Food, mental health and wellbeing

Food, mental health and wellbeing

 Mandeep Rupra, shares her inspiring story and the journey that she has been through to own her story and narrative. In her recently published blogpost for Mind she talks about the long journey to get to the point to treat mental health with kindness, patience, and care without stigma. She adds, “With equitable competent care and support, I believe we can achieve this.”


Chose to talk about mental health

I grew up in a culture where nobody talks about mental health, at least at my early youth and adolescence. I do hope this has been changed throughout the years. But I have chosen to, it was quite a journey and like any other journey was not easy. But I am grateful that my mum was open to the concept of therapy sessions and for a year or so during my teenage years took me once a month to a therapist that I wanted to talk to and never asked me about the conversation we had.

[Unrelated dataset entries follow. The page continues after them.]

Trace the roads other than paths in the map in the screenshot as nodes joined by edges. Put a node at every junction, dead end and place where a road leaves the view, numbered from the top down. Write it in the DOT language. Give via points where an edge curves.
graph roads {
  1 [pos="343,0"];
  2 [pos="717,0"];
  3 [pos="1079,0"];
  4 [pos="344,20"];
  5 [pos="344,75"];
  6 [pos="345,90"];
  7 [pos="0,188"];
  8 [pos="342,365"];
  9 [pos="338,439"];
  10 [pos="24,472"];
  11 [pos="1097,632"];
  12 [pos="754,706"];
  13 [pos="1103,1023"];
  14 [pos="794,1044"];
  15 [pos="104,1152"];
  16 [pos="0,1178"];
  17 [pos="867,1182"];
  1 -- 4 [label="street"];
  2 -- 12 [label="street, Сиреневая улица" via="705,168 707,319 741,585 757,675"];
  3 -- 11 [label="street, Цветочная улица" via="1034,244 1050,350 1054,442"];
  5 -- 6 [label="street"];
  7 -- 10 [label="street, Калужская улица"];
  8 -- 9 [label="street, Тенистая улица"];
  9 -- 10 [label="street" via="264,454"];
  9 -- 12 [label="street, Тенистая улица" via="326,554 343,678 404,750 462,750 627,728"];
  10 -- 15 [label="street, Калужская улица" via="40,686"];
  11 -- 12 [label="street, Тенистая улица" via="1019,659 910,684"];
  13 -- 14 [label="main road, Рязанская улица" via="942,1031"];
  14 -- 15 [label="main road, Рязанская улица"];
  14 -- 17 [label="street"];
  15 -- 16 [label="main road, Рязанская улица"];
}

 Now that I look back at my younger self, I would say my issue was not just the typical teenage struggle, it was more than a consistent “fit-in” issue. It has been just very recently - from the beginning of this year, to be precise - that I started to learn more about how my brain works. More importantly, acknowledging that I would never “fit-in” and I do not have to.

This helped me to make a scene of the whole complex and not very healthy relationship with food as an interconnected package that comes with ADHD.

I am bouncing between impulsive eating or stop eating when I am under pressure and stress or in a hyper focus mode for work, or even simply whenever  I feel bored. 


The connection between mind and body

Kimberley Wilson, as a psychologist and a nutritionist, very well pointed out the fact that “The connection between mind and body is often lost”. In other words, we dismiss the profound impact of the biological and lifestyle side on our mental health. Based on different scientific research projects, she also argues that “There is a causal relationship between the quality of your diet and the risk of anxiety, depression, and dementia.”

 That is why consistency and lifestyle vs dieting become crucial. As someone who has struggled most of her teenage and adult time, with her happy weight and trying different diets I totally relate to this.

For me, everything started with collecting data about myself and learning more about my body (then brain) and my eating habits. That process shed the light on so many patterns that then gradually I managed to find a series of solutions and set up an eating strategy, as a consistent practice.

That is how the journey into developing and introducing a new (healthier) lifestyle starts. Then you start to respect and appreciate what happens in the body and how it affects the brain. Even though the validation often came with the physical change.It is not always easy to measure the impact on the brain, as it is long term you can’t see it.


 A holistic approach is needed

 Self-awareness, data collecting about my body, my eating habits, how my brain works, and also understanding the fact that my neurodiverse brain can control those habits, were my crucial steps to change habits.

Plus it is a process, which means it takes time and needs patience and you need to be ready to embrace the lows and highs of the journey with curiosity and openness. It is equally fine to seek support during the process if it is needed.

Nutrition is one pillar of having a healthy life, sleep, stress, and physical activity are the equally important connected pillars.


Some practical strategies to start your journey

  • Make eating an exciting event, which means like any other event there will be planning, start, pick and end.
  • Engage with what you put into your mouth. The best way to do it is to make your own food and bread and get to know the ingredients (including know your carbs and fat and the source of the food).
  • Set up a strategy for occasions where you healthy habits in risk of interruption (identify the issue/what we want to do/how we are going to do it/what would be the best action)
  • Eat regularly - collecting data on how and when and how your eating habits are disrupted (for me as I mentioned earlier on this post, is stress, pressure, going to hyper focus mode and boredom). 
  • Make things interesting for yourself, like drinking water, if you are anything like me and do not have that habit. 


Wrapping up this post with a creative tip

I would like to share a cool tip by Matt Boyles, Co-founder of Fitter Confident. I was listening to one of the episodes of Lisa Johnson’s podcast on “How to add fitness into your life”. She was in conversation with Matt Boyles.

He had a very practical, fun, and simple tip to motivate ourselves to drink more water. 

Put 5 elastic bands in different colours around our bottle of water every morning and take one out after each time you finish the bottle. It looks like a game and also encourages you to drink 2.5 litre of water/day.